--- START ---

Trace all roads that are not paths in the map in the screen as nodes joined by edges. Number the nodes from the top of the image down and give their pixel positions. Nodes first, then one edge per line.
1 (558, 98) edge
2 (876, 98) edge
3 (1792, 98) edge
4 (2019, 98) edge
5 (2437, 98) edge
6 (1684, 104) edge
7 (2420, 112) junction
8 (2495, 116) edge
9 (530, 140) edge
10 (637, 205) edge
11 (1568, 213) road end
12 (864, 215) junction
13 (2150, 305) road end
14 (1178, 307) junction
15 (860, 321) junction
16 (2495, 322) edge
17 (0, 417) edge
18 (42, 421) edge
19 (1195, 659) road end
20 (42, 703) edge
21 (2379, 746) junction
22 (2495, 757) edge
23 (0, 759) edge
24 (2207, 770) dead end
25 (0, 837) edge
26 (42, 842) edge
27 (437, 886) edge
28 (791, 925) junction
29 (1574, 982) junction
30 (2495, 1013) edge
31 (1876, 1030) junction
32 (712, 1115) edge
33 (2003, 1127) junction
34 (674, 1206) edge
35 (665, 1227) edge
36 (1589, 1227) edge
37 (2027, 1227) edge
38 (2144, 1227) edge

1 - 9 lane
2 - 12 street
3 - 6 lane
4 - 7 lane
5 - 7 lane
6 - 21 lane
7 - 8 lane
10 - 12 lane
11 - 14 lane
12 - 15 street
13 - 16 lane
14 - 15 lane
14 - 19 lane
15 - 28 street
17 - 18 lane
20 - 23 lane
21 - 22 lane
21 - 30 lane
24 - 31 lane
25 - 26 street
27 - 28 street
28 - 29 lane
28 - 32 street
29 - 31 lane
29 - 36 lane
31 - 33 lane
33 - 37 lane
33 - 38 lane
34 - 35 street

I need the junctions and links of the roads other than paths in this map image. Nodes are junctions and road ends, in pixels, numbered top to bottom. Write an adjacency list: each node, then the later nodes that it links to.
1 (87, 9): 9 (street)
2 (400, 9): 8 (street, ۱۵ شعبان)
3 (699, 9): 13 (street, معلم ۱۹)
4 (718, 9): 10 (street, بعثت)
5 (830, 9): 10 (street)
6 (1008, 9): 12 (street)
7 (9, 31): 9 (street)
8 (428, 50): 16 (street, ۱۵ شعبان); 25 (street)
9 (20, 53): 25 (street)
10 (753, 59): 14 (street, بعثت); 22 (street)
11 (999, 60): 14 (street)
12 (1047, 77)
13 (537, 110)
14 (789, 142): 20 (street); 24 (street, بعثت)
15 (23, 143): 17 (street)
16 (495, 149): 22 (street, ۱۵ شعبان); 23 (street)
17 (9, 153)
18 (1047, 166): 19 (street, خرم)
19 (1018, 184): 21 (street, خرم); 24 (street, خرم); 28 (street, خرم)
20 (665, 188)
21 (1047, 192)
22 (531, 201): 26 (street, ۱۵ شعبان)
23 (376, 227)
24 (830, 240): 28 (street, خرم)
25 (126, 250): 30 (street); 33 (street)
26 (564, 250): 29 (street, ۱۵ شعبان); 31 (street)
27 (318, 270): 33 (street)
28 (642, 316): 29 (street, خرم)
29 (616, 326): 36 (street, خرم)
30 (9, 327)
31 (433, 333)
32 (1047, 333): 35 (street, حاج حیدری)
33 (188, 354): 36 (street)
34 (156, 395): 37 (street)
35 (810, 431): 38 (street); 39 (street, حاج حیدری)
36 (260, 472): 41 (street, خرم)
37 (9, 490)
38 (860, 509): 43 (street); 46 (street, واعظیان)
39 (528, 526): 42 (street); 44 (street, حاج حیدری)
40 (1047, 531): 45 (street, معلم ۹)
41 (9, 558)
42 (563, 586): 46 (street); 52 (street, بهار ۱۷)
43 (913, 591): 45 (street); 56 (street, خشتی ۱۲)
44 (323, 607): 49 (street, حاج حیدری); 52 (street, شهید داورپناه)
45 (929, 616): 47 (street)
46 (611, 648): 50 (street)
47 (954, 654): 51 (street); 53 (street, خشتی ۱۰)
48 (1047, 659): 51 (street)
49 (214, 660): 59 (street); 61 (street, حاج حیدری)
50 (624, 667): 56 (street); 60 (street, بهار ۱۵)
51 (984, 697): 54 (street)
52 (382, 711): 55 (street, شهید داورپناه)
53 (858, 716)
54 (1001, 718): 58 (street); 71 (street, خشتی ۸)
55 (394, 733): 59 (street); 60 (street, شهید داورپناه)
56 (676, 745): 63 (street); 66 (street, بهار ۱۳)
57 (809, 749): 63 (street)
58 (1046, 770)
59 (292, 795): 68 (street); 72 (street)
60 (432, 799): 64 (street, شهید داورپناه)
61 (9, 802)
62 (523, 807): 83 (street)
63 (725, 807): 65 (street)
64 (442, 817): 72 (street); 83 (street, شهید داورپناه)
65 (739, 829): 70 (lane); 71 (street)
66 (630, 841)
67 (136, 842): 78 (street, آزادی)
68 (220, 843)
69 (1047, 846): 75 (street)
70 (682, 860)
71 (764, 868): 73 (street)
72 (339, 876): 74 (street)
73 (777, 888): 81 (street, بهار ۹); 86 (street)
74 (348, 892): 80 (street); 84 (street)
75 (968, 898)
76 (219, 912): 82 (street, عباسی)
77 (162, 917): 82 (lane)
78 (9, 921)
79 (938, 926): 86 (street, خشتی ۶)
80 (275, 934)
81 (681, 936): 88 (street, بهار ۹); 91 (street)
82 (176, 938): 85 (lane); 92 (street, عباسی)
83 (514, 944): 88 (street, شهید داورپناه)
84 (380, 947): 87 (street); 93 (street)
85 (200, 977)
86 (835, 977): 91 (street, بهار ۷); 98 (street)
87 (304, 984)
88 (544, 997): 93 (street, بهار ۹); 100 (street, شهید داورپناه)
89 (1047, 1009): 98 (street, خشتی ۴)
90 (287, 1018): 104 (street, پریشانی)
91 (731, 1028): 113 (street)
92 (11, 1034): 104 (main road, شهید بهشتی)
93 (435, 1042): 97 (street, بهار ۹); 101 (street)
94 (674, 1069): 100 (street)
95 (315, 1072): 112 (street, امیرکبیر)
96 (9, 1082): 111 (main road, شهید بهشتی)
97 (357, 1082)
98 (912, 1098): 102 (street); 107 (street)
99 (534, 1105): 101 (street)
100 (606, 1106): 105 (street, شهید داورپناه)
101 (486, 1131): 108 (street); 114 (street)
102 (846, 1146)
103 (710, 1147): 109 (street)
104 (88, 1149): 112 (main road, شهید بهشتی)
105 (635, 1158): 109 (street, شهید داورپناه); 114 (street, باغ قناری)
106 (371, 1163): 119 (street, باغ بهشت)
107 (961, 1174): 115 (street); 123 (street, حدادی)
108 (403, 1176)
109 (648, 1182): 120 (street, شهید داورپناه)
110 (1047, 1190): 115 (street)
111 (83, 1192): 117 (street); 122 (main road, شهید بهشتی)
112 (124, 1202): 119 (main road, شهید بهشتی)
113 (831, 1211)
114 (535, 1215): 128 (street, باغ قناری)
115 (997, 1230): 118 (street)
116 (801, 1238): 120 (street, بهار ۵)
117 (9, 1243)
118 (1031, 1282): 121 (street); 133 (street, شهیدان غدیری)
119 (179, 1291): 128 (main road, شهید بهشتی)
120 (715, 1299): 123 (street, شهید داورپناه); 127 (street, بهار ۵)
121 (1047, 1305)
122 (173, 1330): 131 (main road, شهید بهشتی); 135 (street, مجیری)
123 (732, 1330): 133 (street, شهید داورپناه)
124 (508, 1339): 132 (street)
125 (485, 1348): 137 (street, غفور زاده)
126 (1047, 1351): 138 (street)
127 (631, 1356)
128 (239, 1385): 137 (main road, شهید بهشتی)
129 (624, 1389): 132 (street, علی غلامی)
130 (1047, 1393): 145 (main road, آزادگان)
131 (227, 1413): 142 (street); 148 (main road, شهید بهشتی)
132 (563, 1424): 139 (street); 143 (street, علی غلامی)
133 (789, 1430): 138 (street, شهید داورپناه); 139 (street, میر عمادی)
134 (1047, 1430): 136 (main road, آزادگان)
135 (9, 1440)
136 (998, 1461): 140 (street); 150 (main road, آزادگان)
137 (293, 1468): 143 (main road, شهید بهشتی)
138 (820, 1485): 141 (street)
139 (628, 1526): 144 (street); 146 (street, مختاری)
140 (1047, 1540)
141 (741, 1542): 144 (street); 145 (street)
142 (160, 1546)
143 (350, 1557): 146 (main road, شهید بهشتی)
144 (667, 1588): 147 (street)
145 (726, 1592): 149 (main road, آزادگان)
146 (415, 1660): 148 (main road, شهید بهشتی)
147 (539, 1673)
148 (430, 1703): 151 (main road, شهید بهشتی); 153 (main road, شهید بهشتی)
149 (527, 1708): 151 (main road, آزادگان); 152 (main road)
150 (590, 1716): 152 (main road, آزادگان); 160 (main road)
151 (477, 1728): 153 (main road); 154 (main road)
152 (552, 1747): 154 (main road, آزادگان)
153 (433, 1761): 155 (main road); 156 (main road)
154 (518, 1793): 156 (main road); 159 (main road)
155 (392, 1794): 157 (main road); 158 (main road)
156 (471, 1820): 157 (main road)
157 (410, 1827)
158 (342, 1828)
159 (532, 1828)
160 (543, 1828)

--- END ---

| Your task |
Where a line of the data contains "معلم", copy that line.

| Answer area |
3 (699, 9): 13 (street, معلم ۱۹)
40 (1047, 531): 45 (street, معلم ۹)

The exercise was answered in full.